監督交代、乾貴士の復帰......不振のセレッソ大阪、新体制は光明を見出せるか (2ページ目)

  • 小宮良之●文 text by Komiya Yoshiyuki
  • photo by Mutsu Kawamori/MUTSUFOTOGRAFIA

 クルピ監督は、その戦術をフィーリングにしてしまった。

 これは今季開幕直後のコラムでも書いたことだが、当初はまだロティーナ時代の選手が残り、戦い方を継承しているところがあった。大久保嘉人が開幕から神がかったようにゴールを量産し、好スタートを切ることができた。しかし、試合を重ねるうちにロティーナ色は薄まっていった。戦術的に破綻することは目に見えていた。

 事実、満足にボールをつなげられず、自陣から出られないような時間が増えていった。人海戦術で守り、一発のカウンターでどうにか勝ち点を稼ぐ。それが精いっぱいで、長続きするはずはなかったのだ。

「ここ何試合か、縦に早く、というか、速い攻撃ばかりで。『ボール取ったら前に』が強すぎると思います。それで失って、相手に押し込まれて。チーム全体でもう少し(ボールを握って)押し込めるように、話し合いをしていかないと......」

 5月下旬にホームでサンフレッチェ広島に1-2で敗れた後、奥埜は警鐘を鳴らしていた。単調な攻撃、規律が緩んだ守備。結果以上に、プレー内容は劣化の一途を辿った。

 クルピはかつてセレッソを率いた時、二列目の有力選手を抜擢し、自由な気風のサッカーを生み出した。
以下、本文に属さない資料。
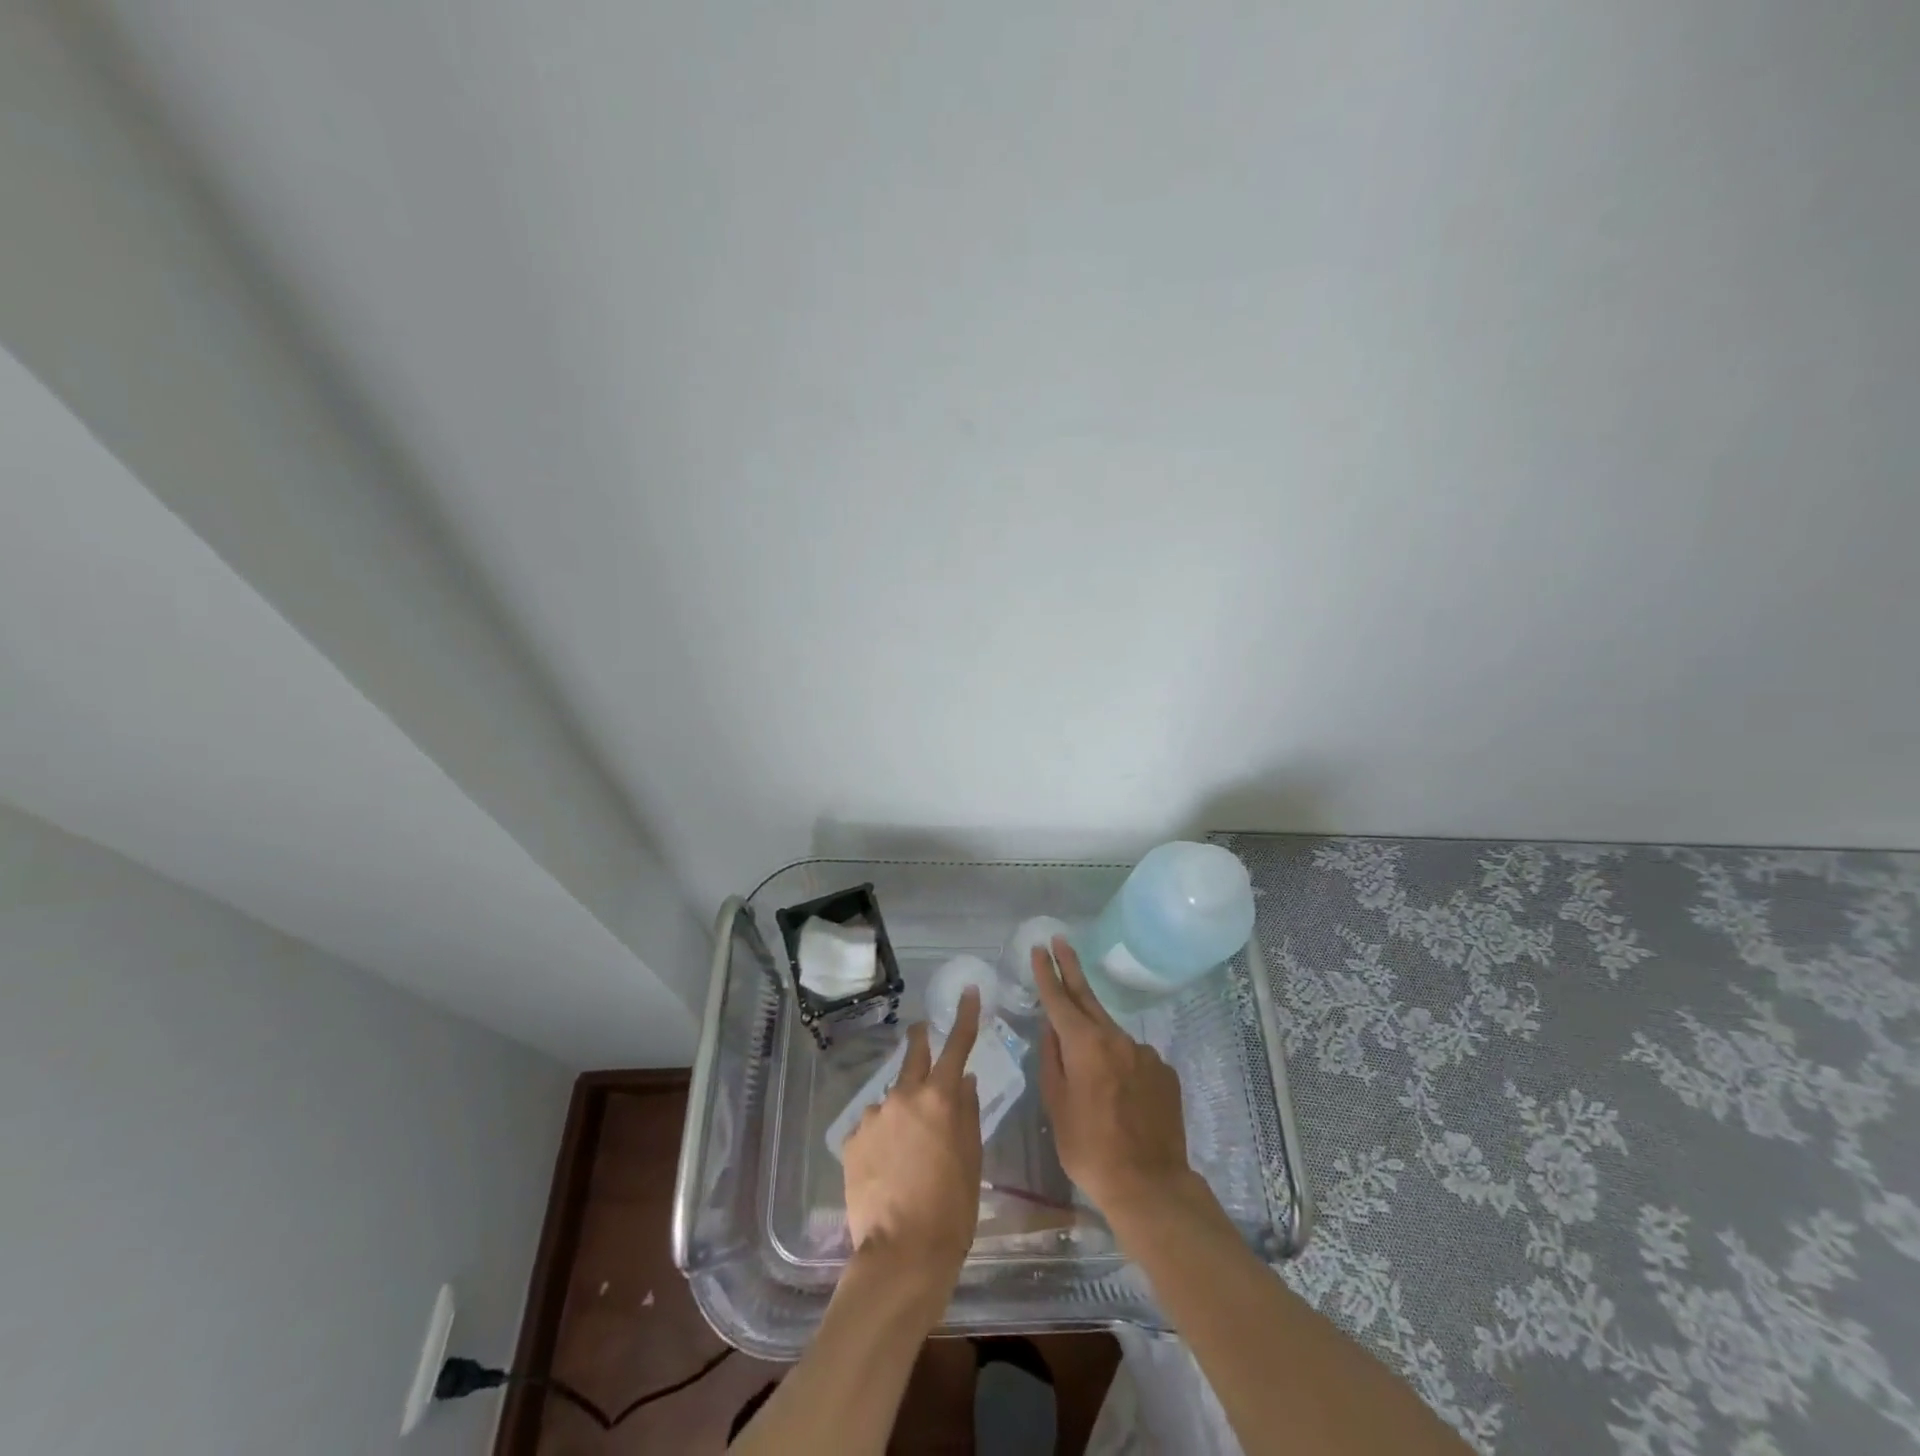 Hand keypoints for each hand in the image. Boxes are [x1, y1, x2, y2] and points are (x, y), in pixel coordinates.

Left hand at [841, 988, 983, 1281]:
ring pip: (892, 1100)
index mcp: (941, 1098)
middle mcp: (904, 1095)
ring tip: (907, 1150)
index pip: (957, 1045)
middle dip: (920, 1041)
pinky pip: (873, 1126)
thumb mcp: (971, 1160)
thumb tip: (965, 1081)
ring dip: (901, 1109)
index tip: (968, 991)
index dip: (965, 1016)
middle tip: (921, 1033)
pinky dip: (882, 1136)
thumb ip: (967, 1113)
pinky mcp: (852, 1139)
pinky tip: (886, 1168)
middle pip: (914, 1055)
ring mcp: (874, 1115)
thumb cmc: (951, 1209)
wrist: (901, 1254)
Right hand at [1032, 937, 1197, 1219]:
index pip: (1059, 999)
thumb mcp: (1056, 1104)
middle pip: (1088, 998)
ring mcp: (1144, 1053)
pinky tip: (1118, 1094)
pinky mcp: (1163, 1071)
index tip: (1039, 947)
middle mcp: (1116, 1038)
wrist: (1150, 1184)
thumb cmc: (1089, 1148)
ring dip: (1095, 1033)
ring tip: (1087, 1064)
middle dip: (1071, 968)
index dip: (1047, 972)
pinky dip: (1120, 1063)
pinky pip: (1133, 1058)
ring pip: (1111, 1034)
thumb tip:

香川真司、乾、清武、家長昭博、柿谷曜一朗などを覚醒させた手腕は見事だった。しかし、時代を経て、Jリーグも戦術的なサッカーが進み、フィーリングだけではどうしようもないフェーズに入っている。相手ゴール前に近づくにはボールをつなげる必要があり、攻撃を封じるには緊密なラインで対抗しなければならなかった。
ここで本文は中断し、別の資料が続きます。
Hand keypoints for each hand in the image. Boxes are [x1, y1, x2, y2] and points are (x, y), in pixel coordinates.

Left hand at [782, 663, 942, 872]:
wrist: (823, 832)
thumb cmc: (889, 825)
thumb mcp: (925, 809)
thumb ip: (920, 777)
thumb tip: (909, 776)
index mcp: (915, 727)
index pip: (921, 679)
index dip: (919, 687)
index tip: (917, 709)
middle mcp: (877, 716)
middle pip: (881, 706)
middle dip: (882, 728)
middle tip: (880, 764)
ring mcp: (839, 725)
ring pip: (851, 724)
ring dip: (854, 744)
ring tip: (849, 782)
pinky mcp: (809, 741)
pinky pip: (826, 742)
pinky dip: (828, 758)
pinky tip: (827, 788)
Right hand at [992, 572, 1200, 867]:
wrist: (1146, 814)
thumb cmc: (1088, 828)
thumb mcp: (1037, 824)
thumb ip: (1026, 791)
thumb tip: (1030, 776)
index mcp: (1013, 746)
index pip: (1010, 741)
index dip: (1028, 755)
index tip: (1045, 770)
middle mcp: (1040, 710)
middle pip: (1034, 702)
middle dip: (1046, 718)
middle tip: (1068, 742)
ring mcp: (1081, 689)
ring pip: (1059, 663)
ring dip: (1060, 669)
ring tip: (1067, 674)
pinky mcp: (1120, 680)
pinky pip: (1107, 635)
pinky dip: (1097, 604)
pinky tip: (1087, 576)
 クルピは以前と同じく、若手に積極的な出場機会を与えた。その点では、副産物は生み出したと言える。FW加藤陸次樹は5得点を記録し、DF西尾隆矢もたくましさを見せるようになった。
 
 しかし、チーム全体としては厳しい結果で、監督交代は必然だった。

「ハードワーク」

 それが、小菊新監督が選手に求めるベースになるという。ルーズになっていた守備の決め事を明確化し、攻撃のオートマチズムも取り戻す。ロティーナ時代への回帰に近いかもしれない。